En Argentina actúan 5.307 sacerdotes y 10.964 religiosas distribuidos en 5.493 parroquias, iglesias, capillas y santuarios, según informa la Guía Eclesiástica de AICA, edición vigente en marzo de 1990. Esos hombres y mujeres son los que se encargan de administrar los recursos de la Iglesia, de cuidar sus obras de arte y de mantener miles de inmuebles diseminados por todo el país.Dentro de la estructura jerárquica de la Iglesia Católica cada obispado constituye una unidad autónoma y autárquica.
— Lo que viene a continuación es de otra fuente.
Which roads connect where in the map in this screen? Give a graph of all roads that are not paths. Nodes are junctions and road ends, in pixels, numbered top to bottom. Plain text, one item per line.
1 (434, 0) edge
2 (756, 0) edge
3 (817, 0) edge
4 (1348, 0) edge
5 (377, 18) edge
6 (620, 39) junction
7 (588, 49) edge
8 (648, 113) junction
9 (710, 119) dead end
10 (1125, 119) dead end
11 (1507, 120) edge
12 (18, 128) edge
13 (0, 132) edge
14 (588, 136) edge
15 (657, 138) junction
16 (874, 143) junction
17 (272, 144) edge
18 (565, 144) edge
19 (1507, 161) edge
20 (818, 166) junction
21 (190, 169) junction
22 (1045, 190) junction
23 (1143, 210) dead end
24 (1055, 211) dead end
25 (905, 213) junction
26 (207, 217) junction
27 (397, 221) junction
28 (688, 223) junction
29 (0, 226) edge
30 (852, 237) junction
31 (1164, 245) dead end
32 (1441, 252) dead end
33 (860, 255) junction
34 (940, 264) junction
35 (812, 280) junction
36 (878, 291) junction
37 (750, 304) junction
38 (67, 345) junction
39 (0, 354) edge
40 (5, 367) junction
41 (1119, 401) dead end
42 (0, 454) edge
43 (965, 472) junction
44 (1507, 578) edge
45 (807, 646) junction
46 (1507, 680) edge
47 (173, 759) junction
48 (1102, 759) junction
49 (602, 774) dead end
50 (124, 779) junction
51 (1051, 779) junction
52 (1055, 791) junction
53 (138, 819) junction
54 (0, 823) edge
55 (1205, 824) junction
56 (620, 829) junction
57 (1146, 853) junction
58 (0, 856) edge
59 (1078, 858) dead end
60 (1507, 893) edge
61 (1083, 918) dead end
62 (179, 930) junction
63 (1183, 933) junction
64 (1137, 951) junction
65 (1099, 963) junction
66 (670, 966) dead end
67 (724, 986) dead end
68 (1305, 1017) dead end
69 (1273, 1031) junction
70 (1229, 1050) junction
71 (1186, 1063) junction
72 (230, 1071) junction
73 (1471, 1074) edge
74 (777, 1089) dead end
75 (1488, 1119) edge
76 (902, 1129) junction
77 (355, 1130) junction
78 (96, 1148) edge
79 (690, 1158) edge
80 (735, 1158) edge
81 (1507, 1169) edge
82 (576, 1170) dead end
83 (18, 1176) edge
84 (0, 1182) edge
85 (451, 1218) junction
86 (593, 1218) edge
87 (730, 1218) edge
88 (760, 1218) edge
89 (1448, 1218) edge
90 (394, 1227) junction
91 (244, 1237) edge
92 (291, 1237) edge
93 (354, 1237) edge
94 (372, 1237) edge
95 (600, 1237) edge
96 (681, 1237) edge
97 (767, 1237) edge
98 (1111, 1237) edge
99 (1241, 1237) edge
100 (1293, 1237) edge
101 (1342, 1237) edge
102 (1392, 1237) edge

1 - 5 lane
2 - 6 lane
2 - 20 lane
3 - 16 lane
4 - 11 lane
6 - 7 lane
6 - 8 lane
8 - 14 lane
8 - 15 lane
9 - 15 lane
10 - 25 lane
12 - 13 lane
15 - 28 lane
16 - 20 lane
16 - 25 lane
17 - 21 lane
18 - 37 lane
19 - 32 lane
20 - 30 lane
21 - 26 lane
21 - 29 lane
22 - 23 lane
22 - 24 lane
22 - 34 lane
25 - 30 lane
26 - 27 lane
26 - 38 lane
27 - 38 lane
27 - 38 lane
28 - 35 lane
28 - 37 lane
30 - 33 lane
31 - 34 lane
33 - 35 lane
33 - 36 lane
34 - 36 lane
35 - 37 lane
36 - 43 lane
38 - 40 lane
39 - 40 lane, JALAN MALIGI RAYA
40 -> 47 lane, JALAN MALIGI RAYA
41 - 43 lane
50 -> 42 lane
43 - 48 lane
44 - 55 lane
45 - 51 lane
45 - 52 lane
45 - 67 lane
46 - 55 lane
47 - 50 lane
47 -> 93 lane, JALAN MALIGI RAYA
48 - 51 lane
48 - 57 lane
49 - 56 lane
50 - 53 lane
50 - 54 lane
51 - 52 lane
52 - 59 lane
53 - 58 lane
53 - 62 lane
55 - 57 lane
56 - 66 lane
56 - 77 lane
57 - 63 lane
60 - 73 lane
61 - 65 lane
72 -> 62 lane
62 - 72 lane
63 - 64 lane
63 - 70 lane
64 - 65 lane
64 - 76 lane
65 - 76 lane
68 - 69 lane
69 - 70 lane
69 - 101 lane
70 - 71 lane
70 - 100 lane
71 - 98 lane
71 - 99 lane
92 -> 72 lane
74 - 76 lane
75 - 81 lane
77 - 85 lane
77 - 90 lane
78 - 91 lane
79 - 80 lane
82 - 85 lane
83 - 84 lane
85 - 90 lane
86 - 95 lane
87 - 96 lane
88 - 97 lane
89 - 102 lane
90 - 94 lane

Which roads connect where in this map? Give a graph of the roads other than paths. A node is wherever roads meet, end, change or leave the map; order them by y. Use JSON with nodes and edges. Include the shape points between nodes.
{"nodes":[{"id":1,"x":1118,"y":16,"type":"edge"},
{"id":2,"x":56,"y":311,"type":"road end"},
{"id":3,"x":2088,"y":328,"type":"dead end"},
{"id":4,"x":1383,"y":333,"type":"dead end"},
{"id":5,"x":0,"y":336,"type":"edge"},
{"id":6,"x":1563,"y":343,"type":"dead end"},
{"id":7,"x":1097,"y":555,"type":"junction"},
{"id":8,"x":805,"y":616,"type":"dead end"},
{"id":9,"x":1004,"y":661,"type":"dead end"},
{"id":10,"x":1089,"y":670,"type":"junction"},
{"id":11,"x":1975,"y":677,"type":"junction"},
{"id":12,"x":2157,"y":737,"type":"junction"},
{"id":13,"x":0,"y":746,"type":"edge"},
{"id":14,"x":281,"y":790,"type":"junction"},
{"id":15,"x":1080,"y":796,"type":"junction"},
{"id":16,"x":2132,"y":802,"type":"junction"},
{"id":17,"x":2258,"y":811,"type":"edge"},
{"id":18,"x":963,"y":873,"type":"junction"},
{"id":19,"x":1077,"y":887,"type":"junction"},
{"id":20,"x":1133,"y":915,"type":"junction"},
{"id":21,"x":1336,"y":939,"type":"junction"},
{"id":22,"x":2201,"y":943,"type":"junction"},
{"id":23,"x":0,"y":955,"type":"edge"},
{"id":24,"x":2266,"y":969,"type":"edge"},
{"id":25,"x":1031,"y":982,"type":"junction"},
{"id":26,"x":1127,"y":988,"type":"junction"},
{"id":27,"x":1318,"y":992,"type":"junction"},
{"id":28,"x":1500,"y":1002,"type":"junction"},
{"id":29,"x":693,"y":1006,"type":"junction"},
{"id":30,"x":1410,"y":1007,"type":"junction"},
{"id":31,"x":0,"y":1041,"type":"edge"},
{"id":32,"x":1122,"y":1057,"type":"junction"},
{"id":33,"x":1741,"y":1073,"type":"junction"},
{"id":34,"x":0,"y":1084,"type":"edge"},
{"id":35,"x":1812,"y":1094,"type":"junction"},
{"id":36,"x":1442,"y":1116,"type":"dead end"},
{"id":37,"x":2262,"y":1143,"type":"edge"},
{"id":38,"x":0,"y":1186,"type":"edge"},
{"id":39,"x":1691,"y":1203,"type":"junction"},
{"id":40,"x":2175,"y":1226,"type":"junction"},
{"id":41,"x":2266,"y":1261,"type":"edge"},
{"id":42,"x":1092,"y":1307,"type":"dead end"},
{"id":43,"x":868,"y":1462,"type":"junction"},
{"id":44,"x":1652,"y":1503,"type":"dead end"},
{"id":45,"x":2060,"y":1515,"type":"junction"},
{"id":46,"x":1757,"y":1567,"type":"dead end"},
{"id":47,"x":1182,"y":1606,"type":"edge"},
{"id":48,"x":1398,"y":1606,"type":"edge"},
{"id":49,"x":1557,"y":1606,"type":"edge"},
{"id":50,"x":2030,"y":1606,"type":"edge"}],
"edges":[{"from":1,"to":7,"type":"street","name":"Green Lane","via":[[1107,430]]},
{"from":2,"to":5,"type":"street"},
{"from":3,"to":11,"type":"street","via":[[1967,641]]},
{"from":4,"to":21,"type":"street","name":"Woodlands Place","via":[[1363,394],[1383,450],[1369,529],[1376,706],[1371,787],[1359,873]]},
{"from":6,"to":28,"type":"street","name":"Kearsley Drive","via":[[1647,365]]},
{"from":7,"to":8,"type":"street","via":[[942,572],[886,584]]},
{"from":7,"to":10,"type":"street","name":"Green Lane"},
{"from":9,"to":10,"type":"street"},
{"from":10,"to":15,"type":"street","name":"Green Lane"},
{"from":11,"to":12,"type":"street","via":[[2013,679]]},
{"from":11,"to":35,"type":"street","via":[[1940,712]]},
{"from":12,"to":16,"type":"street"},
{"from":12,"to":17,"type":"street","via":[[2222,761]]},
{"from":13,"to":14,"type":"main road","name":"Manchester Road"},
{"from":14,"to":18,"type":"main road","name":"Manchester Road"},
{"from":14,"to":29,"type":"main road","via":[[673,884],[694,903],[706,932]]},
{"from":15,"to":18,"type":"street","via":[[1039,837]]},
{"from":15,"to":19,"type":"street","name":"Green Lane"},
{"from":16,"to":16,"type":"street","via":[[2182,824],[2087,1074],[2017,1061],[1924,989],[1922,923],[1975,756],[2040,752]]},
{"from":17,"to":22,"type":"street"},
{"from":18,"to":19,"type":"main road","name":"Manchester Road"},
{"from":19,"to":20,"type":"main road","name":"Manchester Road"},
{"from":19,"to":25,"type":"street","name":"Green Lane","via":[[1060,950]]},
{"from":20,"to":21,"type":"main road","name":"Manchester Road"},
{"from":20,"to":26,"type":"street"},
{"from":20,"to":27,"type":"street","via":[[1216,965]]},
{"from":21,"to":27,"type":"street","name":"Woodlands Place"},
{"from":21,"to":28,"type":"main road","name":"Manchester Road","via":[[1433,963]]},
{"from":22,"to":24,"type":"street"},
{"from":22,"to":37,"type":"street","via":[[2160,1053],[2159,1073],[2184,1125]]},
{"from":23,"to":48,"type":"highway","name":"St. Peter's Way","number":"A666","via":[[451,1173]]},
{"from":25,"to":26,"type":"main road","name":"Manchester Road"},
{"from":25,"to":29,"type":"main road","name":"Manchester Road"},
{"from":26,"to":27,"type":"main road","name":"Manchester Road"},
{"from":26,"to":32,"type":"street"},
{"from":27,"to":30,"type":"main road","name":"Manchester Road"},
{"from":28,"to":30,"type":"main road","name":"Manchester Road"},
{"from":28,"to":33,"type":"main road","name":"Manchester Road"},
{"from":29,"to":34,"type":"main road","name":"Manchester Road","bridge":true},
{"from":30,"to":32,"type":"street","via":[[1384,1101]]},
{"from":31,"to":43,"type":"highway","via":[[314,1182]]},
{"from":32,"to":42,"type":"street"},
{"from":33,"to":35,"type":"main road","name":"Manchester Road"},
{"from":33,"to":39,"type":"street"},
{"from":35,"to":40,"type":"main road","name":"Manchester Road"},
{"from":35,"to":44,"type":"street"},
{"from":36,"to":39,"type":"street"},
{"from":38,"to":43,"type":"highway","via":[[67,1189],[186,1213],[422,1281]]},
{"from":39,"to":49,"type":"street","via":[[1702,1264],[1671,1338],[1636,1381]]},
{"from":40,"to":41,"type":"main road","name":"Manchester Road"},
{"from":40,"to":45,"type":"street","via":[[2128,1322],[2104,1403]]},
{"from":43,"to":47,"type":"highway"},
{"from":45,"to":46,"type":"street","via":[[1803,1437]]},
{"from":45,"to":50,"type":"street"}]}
Como verdaderos señores del medioevo, los obispos titulares de las 44 diócesis argentinas gozan de una amplia independencia, incluso respecto a la Santa Sede. También el Papa es uno de ellos, obispo de Roma, aunque «primus ínter pares» en cuestiones de doctrina. Los 44 obispos son los administradores de los bienes eclesiásticos de sus respectivas diócesis. Algunas muy ricas, como las de Buenos Aires y Córdoba.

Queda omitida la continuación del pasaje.